Perhaps Sarkisian owes his ability to produce such precise representations of mixed media using paint to his work ethic — he often worked 17 to 18 hours per day to create these works.

“You’d get a lot of work done if you had that much time,” Cameron joked.

Much of Peter Sarkisian’s artwork contains a similar precision, most works consisting of one familiar object — a pillow, a restaurant check, and a hot cup of coffee, to name a few — paired with high resolution video projections of fluff, a pencil, and brown liquid on these respective objects, and enhanced by appropriate sounds, bringing three-dimensional images to life in each gallery.

Sarkisian’s video sculptures are made up of video projections on large cubes in the center of two different galleries, and meld the concept of a sculpture — an object meant to be viewed from several angles — with the idea of a video as something one-dimensional, meant to be viewed from one direction.

“Hover,” from 1999, consists of four projections of a nude mother and child on each side of a metal cube at the center of a large gallery, showcasing a private event in the public sphere.

“It’s a domestic, intimate moment between mother and child but at the same time it’s not taking place where we expect it to,” Cameron said.

“Art is ubiquitous in culture.
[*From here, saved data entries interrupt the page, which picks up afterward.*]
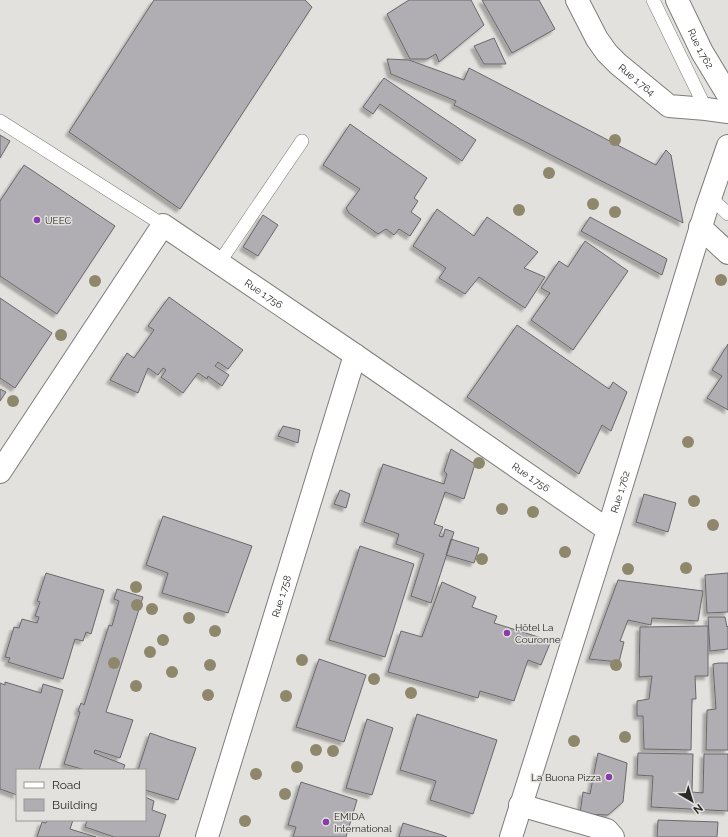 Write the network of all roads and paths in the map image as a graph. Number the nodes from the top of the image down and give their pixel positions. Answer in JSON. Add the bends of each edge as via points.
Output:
{"nodes":[{"id":1,"x":577,"y":0,"type":"edge"},
{"id":2,"x":653,"y":0,"type":"edge"},
{"id":3,"x":677,"y":0,"type":"edge"},
{"id":4,"x":728,"y":95,"type":"edge"},
{"id":5,"x":706,"y":109,"type":"junction"},
{"id":6,"x":728,"y":112,"type":"edge"},
{"id":7,"x":0,"y":121,"type":"edge"},
{"id":8,"x":302,"y":141,"type":"dead end"},
{"id":9,"x":728,"y":146,"type":"edge"},
{"id":10,"x":710,"y":197,"type":"junction"},
{"id":11,"x":728,"y":214,"type":"edge"},
{"id":12,"x":163,"y":225,"type":"junction"},
{"id":13,"x":700,"y":227,"type":"junction"},
{"id":14,"x":728,"y":253,"type":"edge"},
{"id":15,"x":219,"y":263,"type":"junction"},
{"id":16,"x":356,"y":355,"type":"junction"},
{"id":17,"x":0,"y":472,"type":"edge"},
{"id":18,"x":608,"y":530,"type":"junction"},
{"id":19,"x":520,"y":805,"type":"junction"},
{"id":20,"x":207,"y":837,"type":"edge"},
{"id":21,"x":510,"y":837,"type":"edge"},
{"id":22,"x":613,"y":837,"type":"edge"}],
"edges":[{"from":1,"to":5,"type":"street","name":"Rue 1.764","via":[[597,39],[618,64],[669,106]]},
{"from":2,"to":5,"type":"lane"},
{"from":3,"to":4,"type":"street","name":"Rue 1.762","via":[[702,52]]},
{"from":5,"to":6,"type":"street","name":"Rue 1.764"},
{"from":7,"to":12,"type":"lane"},
{"from":8,"to":15,"type":"lane"},
{"from":9,"to":10,"type":"street","name":"Rue 1.762"},
{"from":10,"to":11,"type":"lane"},
{"from":10,"to":13,"type":"street","name":"Rue 1.762"},
{"from":12,"to":15,"type":"street","name":"Rue 1.756"},
{"from":12,"to":17,"type":"street"},
{"from":13,"to":14,"type":"street"},
{"from":13,"to":18,"type":"street","name":"Rue 1.762"},
{"from":15,"to":16,"type":"street","name":"Rue 1.756"},
{"from":16,"to":18,"type":"street","name":"Rue 1.756"},
{"from":16,"to":20,"type":"street","name":"Rue 1.758"},
{"from":18,"to":19,"type":"street","name":"Rue 1.762"},
{"from":19,"to":21,"type":"street","name":"Rue 1.762"},
{"from":19,"to":22,"type":"street","via":[[608,830]]}]}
And it doesn’t matter where that culture is centered. It seeps through and covers everything we see, touch and interact with,” said Joseph S. Lewis, Dean of the UCI Claire Trevor School of the Arts, who attended Saturday’s reception.

OCMA’s newest exhibition, above all, demonstrates that talent runs in the Sarkisian family and should not be missed.

Students can view both “Sarkisian and Sarkisian” and “Time Capsule” at OCMA’s upcoming student night on Thursday May 8.